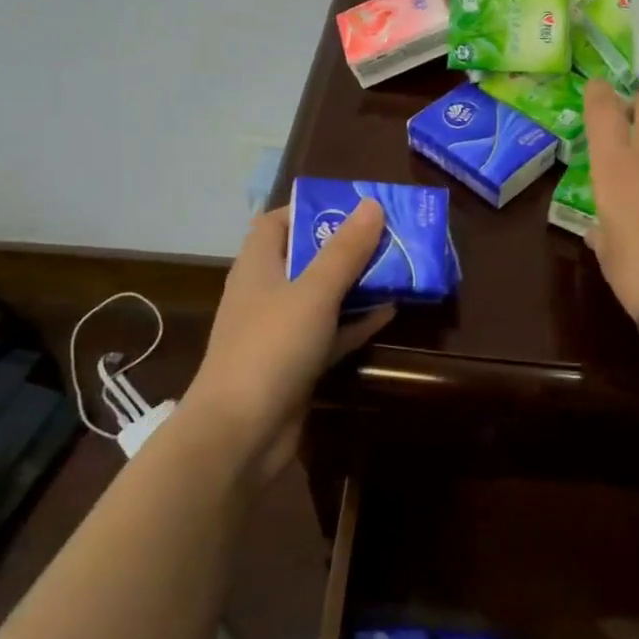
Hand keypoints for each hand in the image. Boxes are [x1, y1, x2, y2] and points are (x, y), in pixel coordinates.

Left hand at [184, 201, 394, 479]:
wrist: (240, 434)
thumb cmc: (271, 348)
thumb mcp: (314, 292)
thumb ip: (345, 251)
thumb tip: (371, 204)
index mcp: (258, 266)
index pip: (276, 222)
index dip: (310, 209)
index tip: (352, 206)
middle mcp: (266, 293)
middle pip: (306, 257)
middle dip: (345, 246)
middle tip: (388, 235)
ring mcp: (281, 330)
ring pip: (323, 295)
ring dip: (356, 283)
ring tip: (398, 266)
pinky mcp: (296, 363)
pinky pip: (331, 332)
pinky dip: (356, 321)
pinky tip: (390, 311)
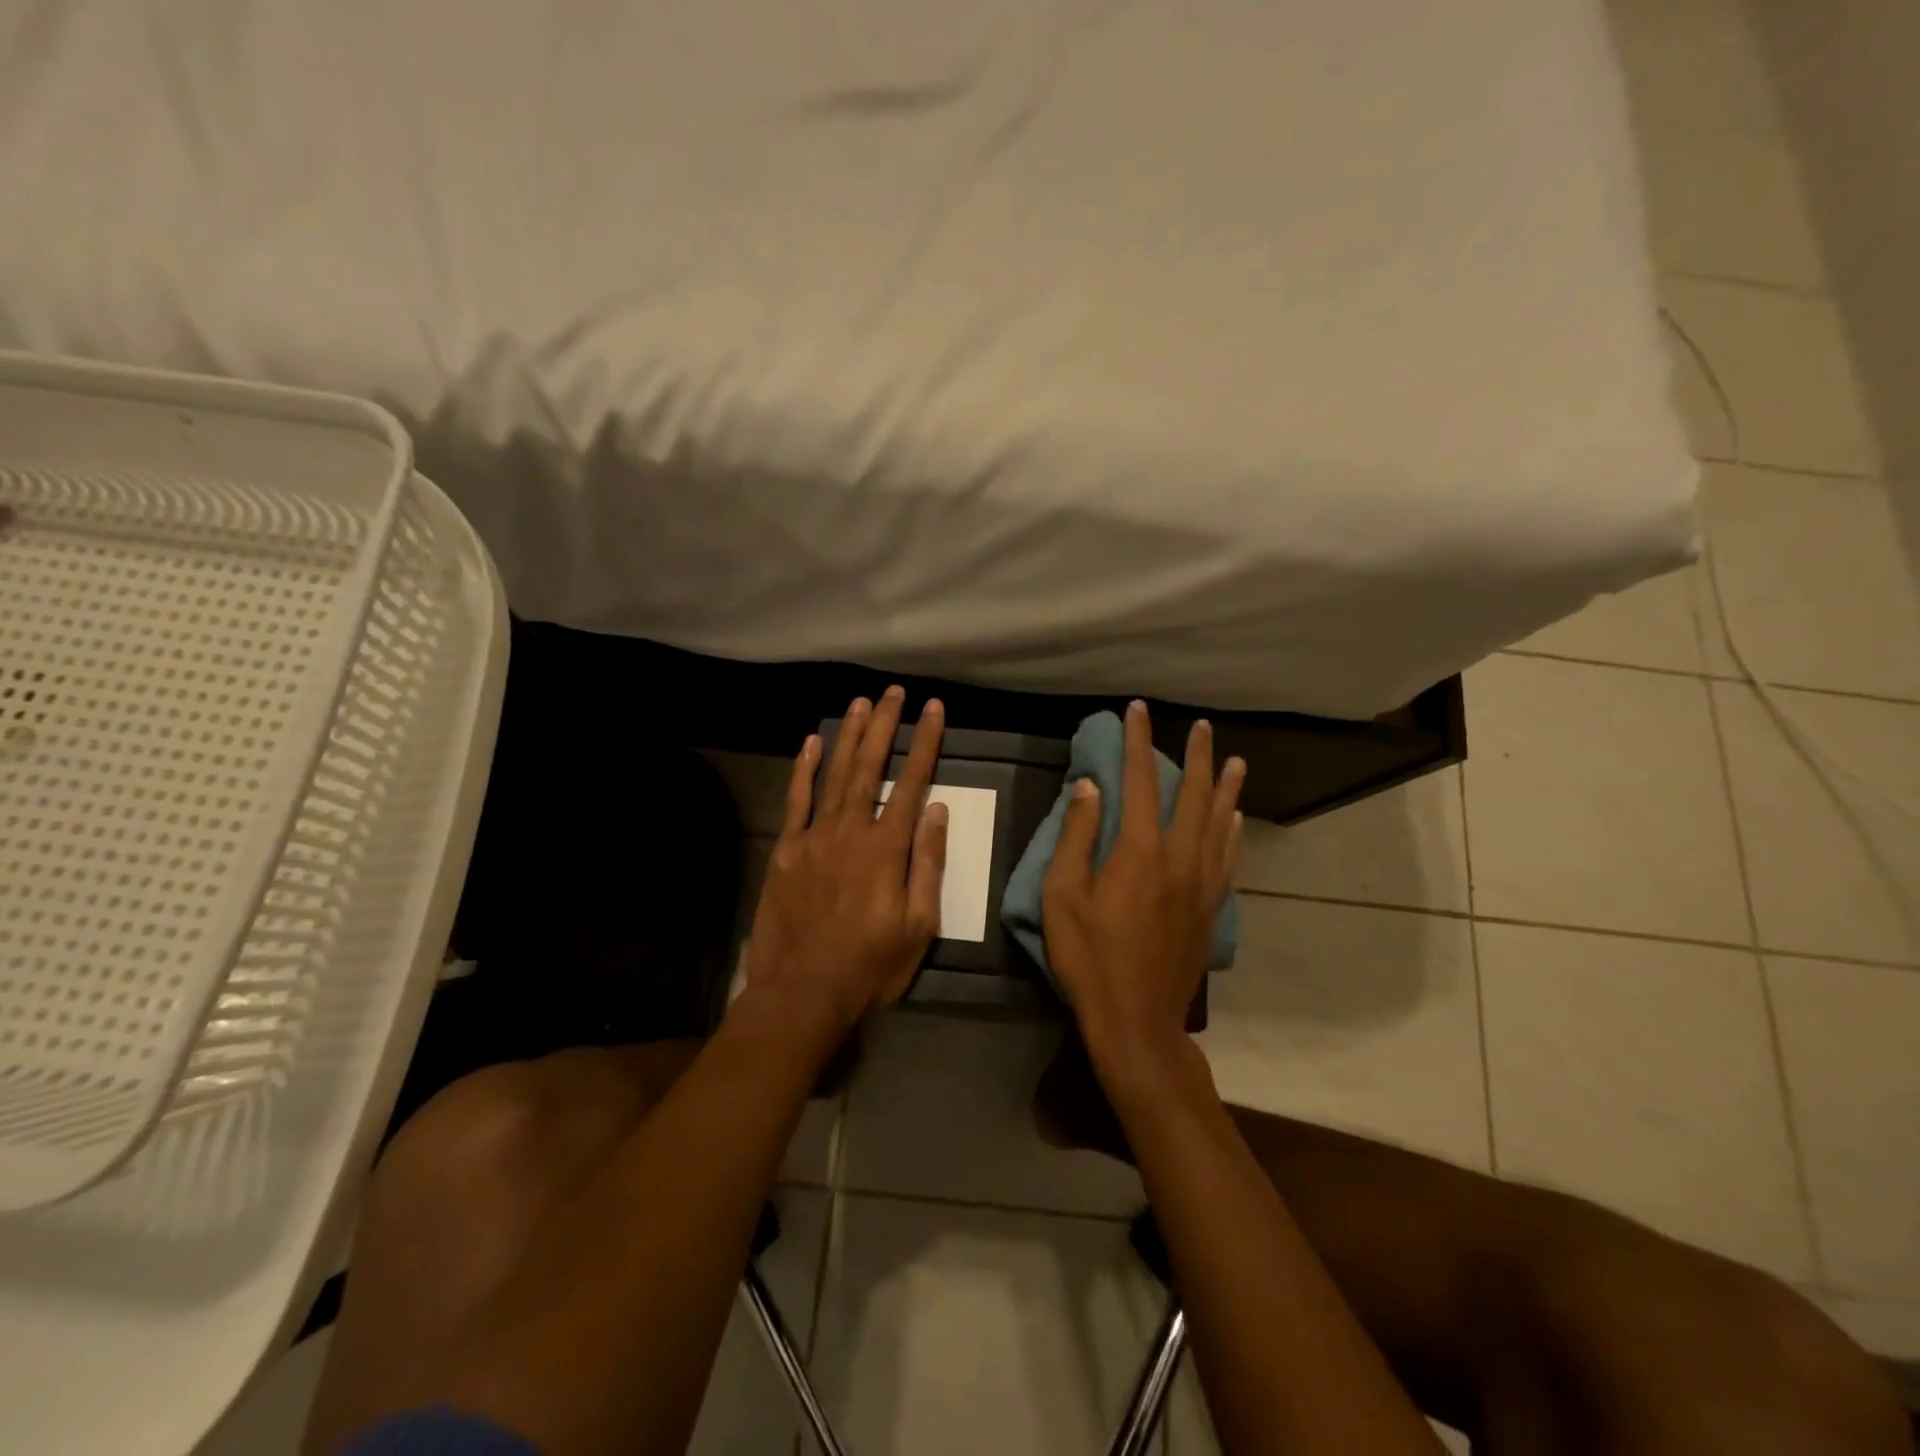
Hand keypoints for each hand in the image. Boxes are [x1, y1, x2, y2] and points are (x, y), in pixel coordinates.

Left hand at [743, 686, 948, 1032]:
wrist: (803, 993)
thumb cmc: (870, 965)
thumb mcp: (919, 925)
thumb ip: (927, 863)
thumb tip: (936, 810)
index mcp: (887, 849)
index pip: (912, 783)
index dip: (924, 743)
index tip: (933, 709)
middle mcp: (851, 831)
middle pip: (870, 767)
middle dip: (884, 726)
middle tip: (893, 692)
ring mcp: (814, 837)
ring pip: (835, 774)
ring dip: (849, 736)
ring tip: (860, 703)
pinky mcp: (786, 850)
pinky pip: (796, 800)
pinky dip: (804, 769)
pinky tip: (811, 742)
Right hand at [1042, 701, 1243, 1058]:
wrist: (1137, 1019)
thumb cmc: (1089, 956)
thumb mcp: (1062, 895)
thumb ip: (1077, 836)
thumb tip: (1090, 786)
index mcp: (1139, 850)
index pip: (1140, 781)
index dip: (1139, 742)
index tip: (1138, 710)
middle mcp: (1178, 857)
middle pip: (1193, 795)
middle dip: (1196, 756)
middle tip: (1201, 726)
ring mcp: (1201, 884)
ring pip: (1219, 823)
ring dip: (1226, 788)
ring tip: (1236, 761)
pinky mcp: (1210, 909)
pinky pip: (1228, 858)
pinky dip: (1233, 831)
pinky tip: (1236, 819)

> [Work order]
Pictures stay out of the answer; the rest of the listing above is returned exactly.

> [Solution to the problem]
Hand keypoints for each hand in the image. Boxes are [x1, y1, x2, y2] and points are (x, y), in pixel coordinates.

Left hand at [184, 201, 394, 479]:
wrist: (240, 434)
thumb cmc: (271, 348)
thumb mcp: (314, 292)
thumb ip: (345, 251)
thumb tip: (371, 204)
index mcp: (258, 266)
index pip: (276, 222)
index dip: (310, 209)
index tip: (352, 206)
middle mcp: (266, 293)
middle pip: (306, 257)
middle dip: (345, 246)
middle tip: (388, 235)
ring mcp: (281, 330)
ring pip: (323, 295)
ring dip: (356, 283)
ring tip: (398, 266)
pinky mcp: (296, 363)
pinky pip: (331, 332)
pinky dip: (356, 321)
pinky tip: (390, 311)
Hand keypoints for each hand in the image. Boxes are [x1, y1, x2, y2] and points are (x, y), in pixel coordinates.

Left hand at [743, 686, 948, 1032]:
wrist: (803, 993)
thumb cmc: (870, 965)
thumb mcp: (919, 925)
thumb ip: (927, 863)
thumb tip: (936, 810)
index mcp: (887, 849)
index pip: (912, 783)
index dip: (924, 743)
index tip: (933, 709)
middle mcp: (851, 831)
middle pip: (870, 767)
middle dip: (884, 726)
middle tip: (893, 692)
ring mcp: (814, 837)
ring pip: (835, 774)
ring dip: (849, 736)
ring tip: (860, 703)
pinky mcp: (786, 850)
pinky pip: (796, 800)
pinky dip: (804, 769)
pinky tip: (811, 742)
Right hand at [1042, 701, 1243, 1058]:
wrist: (1137, 1019)
thumb cmc: (1089, 956)
thumb mcp: (1062, 895)
thumb ip: (1077, 836)
thumb tip: (1090, 786)
index mcp: (1139, 850)
index pip: (1140, 781)
index dip: (1139, 742)
index tip: (1138, 710)
middle mcp: (1178, 857)
middle pip: (1193, 795)
middle dip: (1196, 756)
middle tip: (1201, 726)
ring mcp: (1201, 884)
ring pip: (1219, 823)
ring dip: (1226, 788)
ring tip: (1236, 761)
pinky mcp: (1210, 909)
pinky pip: (1228, 858)
pinky dip: (1233, 831)
pinky tip: (1236, 819)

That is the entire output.